Provide only the number of lines in the data below that contain the word "ВОЛЬСКАЯ".

*** Material for this exercise ***

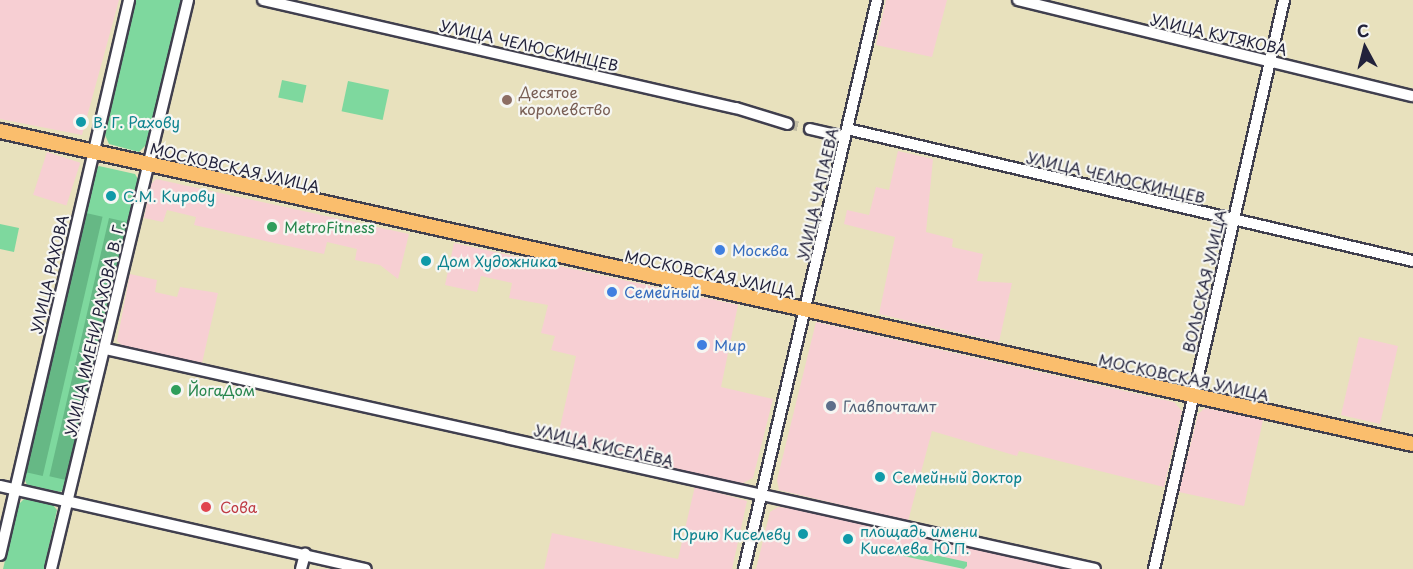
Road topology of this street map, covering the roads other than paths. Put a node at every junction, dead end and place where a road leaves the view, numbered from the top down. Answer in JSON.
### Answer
{"nodes":[{"id":1,"x":129,"y":0,"type":"edge"},
{"id":2,"x":188,"y":0,"type":"edge"},
{"id":3,"x":263,"y":0,"type":"edge"},
{"id":4,"x":877,"y":0,"type":"edge"},
{"id":5,"x":1018,"y":0,"type":"edge"},
{"id":6,"x":1284,"y":0,"type":"edge"},
{"id":7,"x":1269,"y":61,"type":"junction"},
{"id":8,"x":1413,"y":96,"type":"edge"},
{"id":9,"x":788,"y":124,"type":"tunnel mouth"},
{"id":10,"x":810,"y":129,"type":"tunnel mouth"},
{"id":11,"x":0,"y":131,"type":"edge"},
{"id":12,"x":846,"y":133,"type":"junction"},
{"id":13,"x":93,"y":153,"type":"junction"},
{"id":14,"x":149,"y":165,"type":"junction"},
{"id":15,"x":1233,"y":221,"type":"junction"},
{"id":16,"x":1413,"y":261,"type":"edge"},
{"id":17,"x":805,"y":311,"type":"junction"},
{"id":18,"x":106,"y":349,"type":"junction"},
{"id":19,"x":1194,"y":396,"type":"junction"},
{"id":20,"x":1413,"y":444,"type":"edge"},
{"id":21,"x":0,"y":486,"type":"edge"},
{"id":22,"x":15,"y":489,"type":"junction"},
{"id":23,"x":762,"y":495,"type":"junction"},
{"id":24,"x":67,"y":500,"type":"junction"},
{"id":25,"x":305,"y":554,"type":"junction"},
{"id":26,"x":0,"y":555,"type":"edge"},
{"id":27,"x":51,"y":569,"type":"edge"},
{"id":28,"x":301,"y":569,"type":"edge"},
{"id":29,"x":366,"y":569,"type":"edge"},
{"id":30,"x":744,"y":569,"type":"edge"},
{"id":31,"x":1095,"y":569,"type":"edge"},
{"id":32,"x":1154,"y":569,"type":"edge"}],
"edges":[{"from":1,"to":13,"type":"street","name":"УЛИЦА РАХОВА"},
{"from":2,"to":14,"type":"street"},
{"from":3,"to":9,"type":"street","name":"УЛИЦА ЧЕЛЮСКИНЦЕВ"},
{"from":4,"to":12,"type":"street","name":"УЛИЦА ЧАПАЕВА"},
{"from":5,"to":7,"type":"street","name":"УЛИЦА КУТЯКОВА"},
{"from":6,"to":7,"type":"street","name":"ВОЛЬСКАЯ УЛИЦА"},
{"from":7,"to":8,"type":"street","name":"УЛИЦА КУТЯКОВА"},
{"from":7,"to":15,"type":"street","name":"ВОЛЬСКАЯ УЛИЦА"},
{"from":10,"to":12,"type":"street","name":"УЛИЦА ЧЕЛЮСКИНЦЕВ"},
{"from":11,"to":13,"type":"main road","name":"МОСКОВСКАЯ УЛИЦА"},
{"from":12,"to":15,"type":"street","name":"УЛИЦА ЧЕЛЮСКИНЦЕВ"},
{"from":12,"to":17,"type":"street","name":"УЛИЦА ЧАПАЕВА"},
{"from":13,"to":14,"type":"main road","name":"МОСКОВСКАЯ УЛИЦА"},
{"from":13,"to":22,"type":"street","name":"УЛИЦА РАХОВА"},
{"from":14,"to":17,"type":"main road","name":"МОСКОВСКАЯ УЛИЦА"},
{"from":14,"to":18,"type":"street","name":"УЛИЦА ИМЕНИ РАХОВА В. Г."},
{"from":15,"to":16,"type":"street","name":"УЛИЦА ЧЕЛЮСКИНЦЕВ"},
{"from":15,"to":19,"type":"street","name":"ВОЛЬСКАЯ УЛИЦА"},
{"from":17,"to":19,"type":"main road","name":"МОСКОВСКАЯ УЛИЦА"},
{"from":17,"to":23,"type":"street","name":"УЛИЦА ЧАПАЕВА"},
{"from":18,"to":23,"type":"street","name":"УЛИЦА КИСЕЛЁВА"},
{"from":18,"to":24,"type":"street","name":"УЛИЦА ИМЕНИ РАХОВА В. Г."},
{"from":19,"to":20,"type":"main road","name":"МОСКОВСКАЯ УЛИЦА"},
{"from":19,"to":32,"type":"street","name":"ВОЛЬСКАЯ УЛИЦА"},
{"from":21,"to":22,"type":"street"},
{"from":22,"to":24,"type":"street"},
{"from":22,"to":26,"type":"street","name":"УЛИЦА РАХОВА"},
{"from":23,"to":30,"type":"street","name":"УЛИЦА ЧАПАЕВА"},
{"from":23,"to":31,"type":"street","name":"УЛИЦА КИСЕЛЁВА"},
{"from":24,"to":25,"type":"street"},
{"from":24,"to":27,"type":"street"},
{"from":25,"to":28,"type":"street"},
{"from":25,"to":29,"type":"street"}]}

*** End of Material for this exercise ***

**Task result:**
4